Content starts

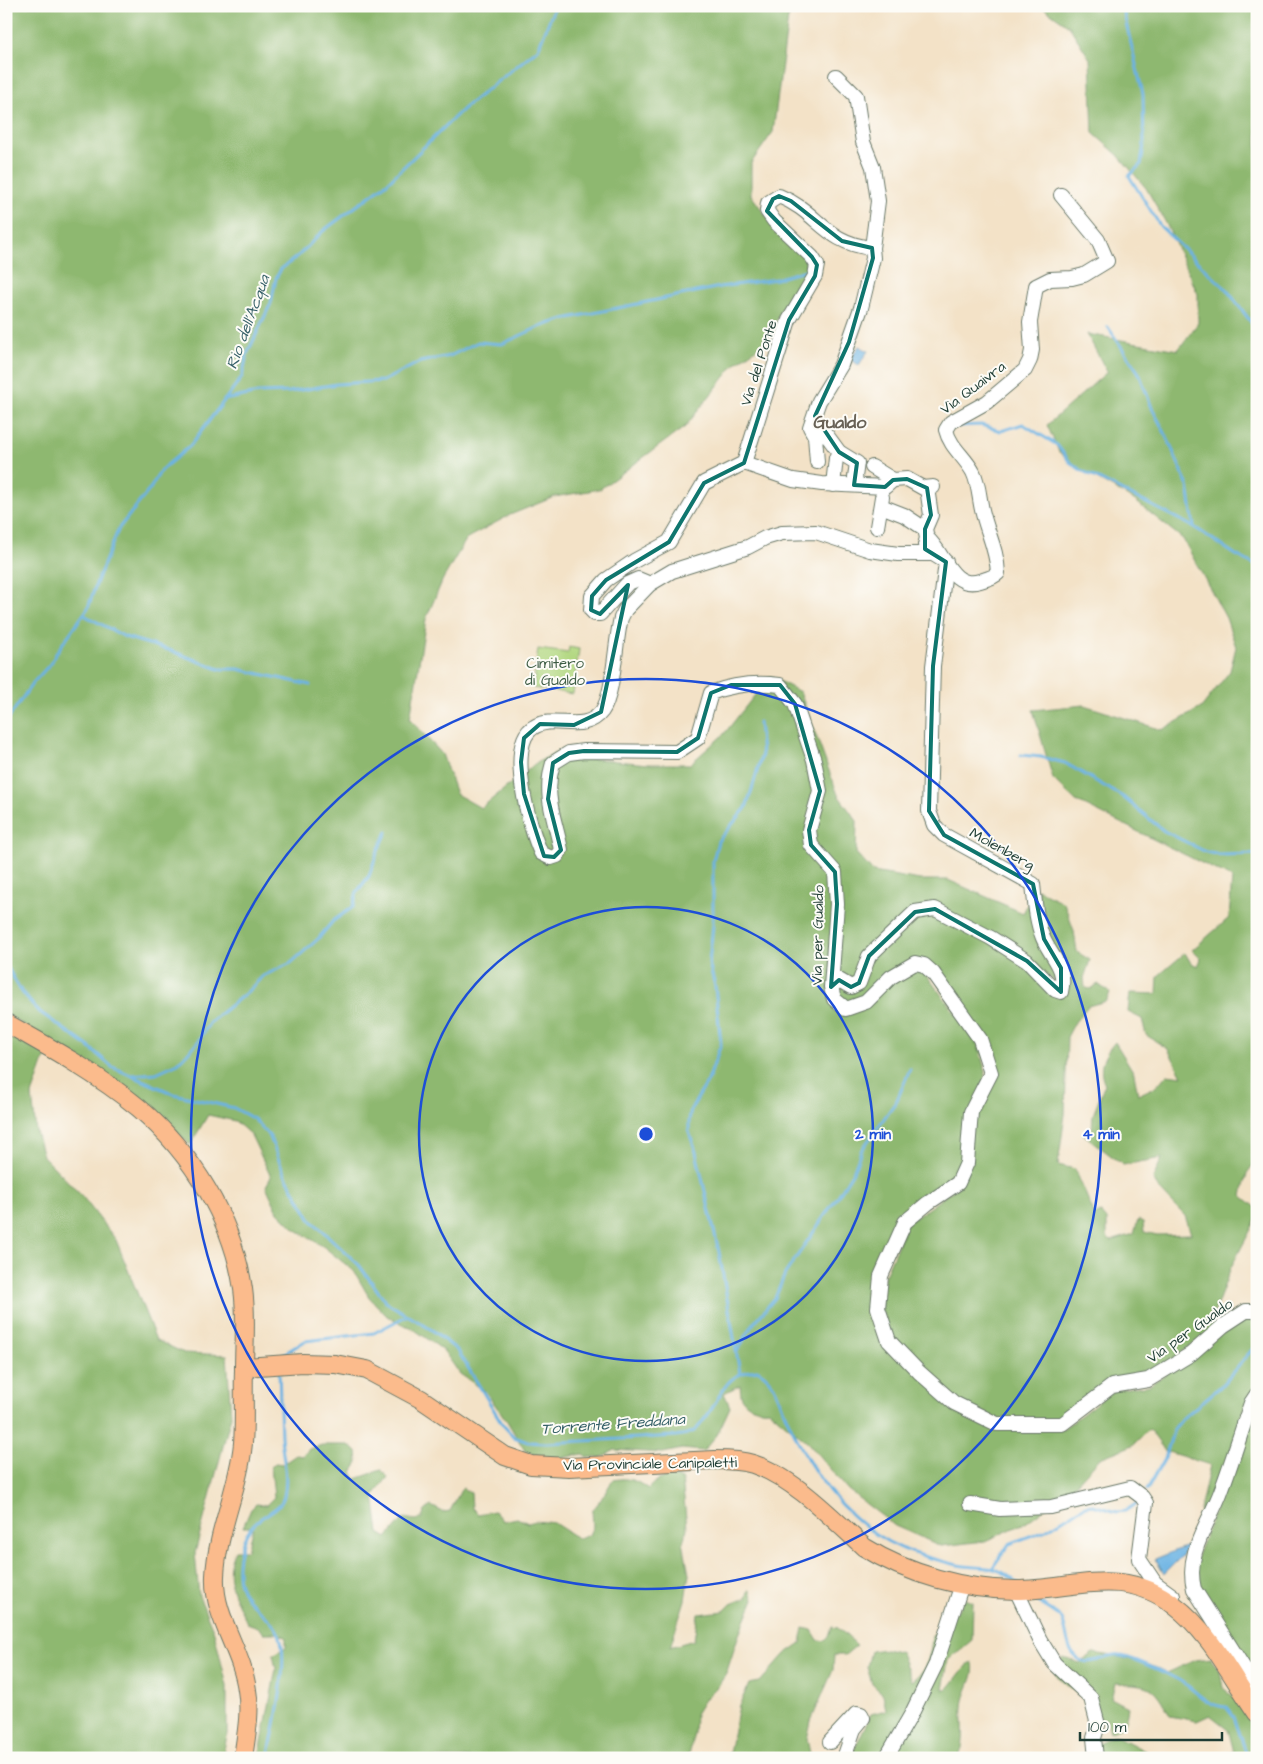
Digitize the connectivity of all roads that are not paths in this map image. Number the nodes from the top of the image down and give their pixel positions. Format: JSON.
{"nodes":[{"id":1,"x":836,"y":76,"type":"dead end"},
{"id":2,"x":1061,"y":196,"type":"dead end"},
{"id":3,"x":872,"y":248,"type":"junction"},
{"id":4,"x":814,"y":418,"type":"junction"},
{"id":5,"x":839,"y":452,"type":"junction"},
{"id":6,"x":817,"y":462,"type":"dead end"},
{"id":7,"x":744,"y":463,"type":"junction"},
{"id":8,"x":863,"y":465,"type":"junction"},
{"id":9,"x":889,"y":484,"type":"junction"},
{"id":10,"x":834,"y":485,"type":"junction"},
{"id":11,"x":857,"y":485,"type":"junction"},
{"id":12,"x":881,"y":506,"type":"junction"},
{"id":13,"x":877,"y":527,"type":"dead end"},
{"id":14,"x":926,"y":533,"type":"junction"},
{"id":15,"x":923,"y":555,"type":"junction"},
{"id":16,"x":946,"y":562,"type":"junction"},
{"id":17,"x":650,"y":584,"type":"junction"},
{"id":18,"x":831,"y":987,"type":"junction"},
{"id":19,"x":6,"y":1023,"type":"edge"},
{"id":20,"x":1257,"y":1311,"type":"edge"},
{"id":21,"x":244,"y":1367,"type":"junction"},
{"id":22,"x":1257,"y":1394,"type":"edge"},
{"id":23,"x":970,"y":1504,"type":"dead end"},
{"id":24,"x":962,"y":1584,"type":"junction"},
{"id":25,"x":1022,"y":1589,"type":"junction"},
{"id":26,"x":1186,"y":1615,"type":"junction"},
{"id":27,"x":1255,"y":1710,"type":"edge"},
{"id":28,"x":830,"y":1742,"type":"dead end"},
{"id":29,"x":243,"y":1758,"type":"edge"},
{"id":30,"x":844,"y":1758,"type":"edge"},
{"id":31,"x":886,"y":1758,"type":"edge"},
{"id":32,"x":1096,"y":1758,"type":"edge"}],
"edges":[{"from":1,"to":3,"type":"street"},
{"from":2,"to":16,"type":"street","name":"Via Quaivra"},
{"from":3,"to":4,"type":"street"},
{"from":3,"to":7,"type":"street","name":"Via del Ponte"},
{"from":4,"to":5,"type":"street"},
{"from":4,"to":6,"type":"street"},
{"from":5,"to":8,"type":"street"},
{"from":5,"to":10,"type":"street"},
{"from":7,"to":10,"type":"street"},
{"from":7,"to":17,"type":"street"},
{"from":8,"to":9,"type":"street"},
{"from":8,"to":11,"type":"street"},
{"from":9,"to":11,"type":"street"},
{"from":9,"to":12,"type":"street"},
{"from":9,"to":14,"type":"street"},
{"from":10,"to":11,"type":"street"},
{"from":12,"to":13,"type":"street"},
{"from":12,"to":14,"type":"street","name":"Via Quaivra"},
{"from":14,"to":15,"type":"street"},
{"from":14,"to":16,"type":"street","name":"Via Quaivra"},
{"from":15,"to":16,"type":"street","name":"Via per Gualdo"},
{"from":15,"to":17,"type":"street","name":"Via per Gualdo"},
{"from":16,"to":18,"type":"street","name":"Molenberg"},
{"from":17,"to":18,"type":"street","name":"Via per Gualdo"},
{"from":18,"to":20,"type":"street","name":"Via per Gualdo"},
{"from":19,"to":21,"type":"main road"},
{"from":21,"to":24,"type":"main road","name":"Via Provinciale Canipaletti"},
{"from":21,"to":29,"type":"main road"},
{"from":22,"to":27,"type":"street"},
{"from":23,"to":26,"type":"street"},
{"from":24,"to":25,"type":"main road","name":"Via Provinciale Canipaletti"},
{"from":24,"to":31,"type":"street"},
{"from":25,"to":26,"type":"main road","name":"Via Provinciale Canipaletti"},
{"from":25,"to":32,"type":"street"},
{"from":26,"to":27,"type":"main road","name":"Via Provinciale Canipaletti"},
{"from":28,"to":30,"type":"street"}]}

Content ends

• _WORK INSTRUCTIONS_
Please return all lines in the material above that include the word "Canipaletti".

• _EXERCISE OUTPUT_
{"from":21,"to":24,"type":"main road","name":"Via Provinciale Canipaletti"},
{"from":24,"to":25,"type":"main road","name":"Via Provinciale Canipaletti"},
{"from":25,"to":26,"type":"main road","name":"Via Provinciale Canipaletti"},
{"from":26,"to":27,"type":"main road","name":"Via Provinciale Canipaletti"},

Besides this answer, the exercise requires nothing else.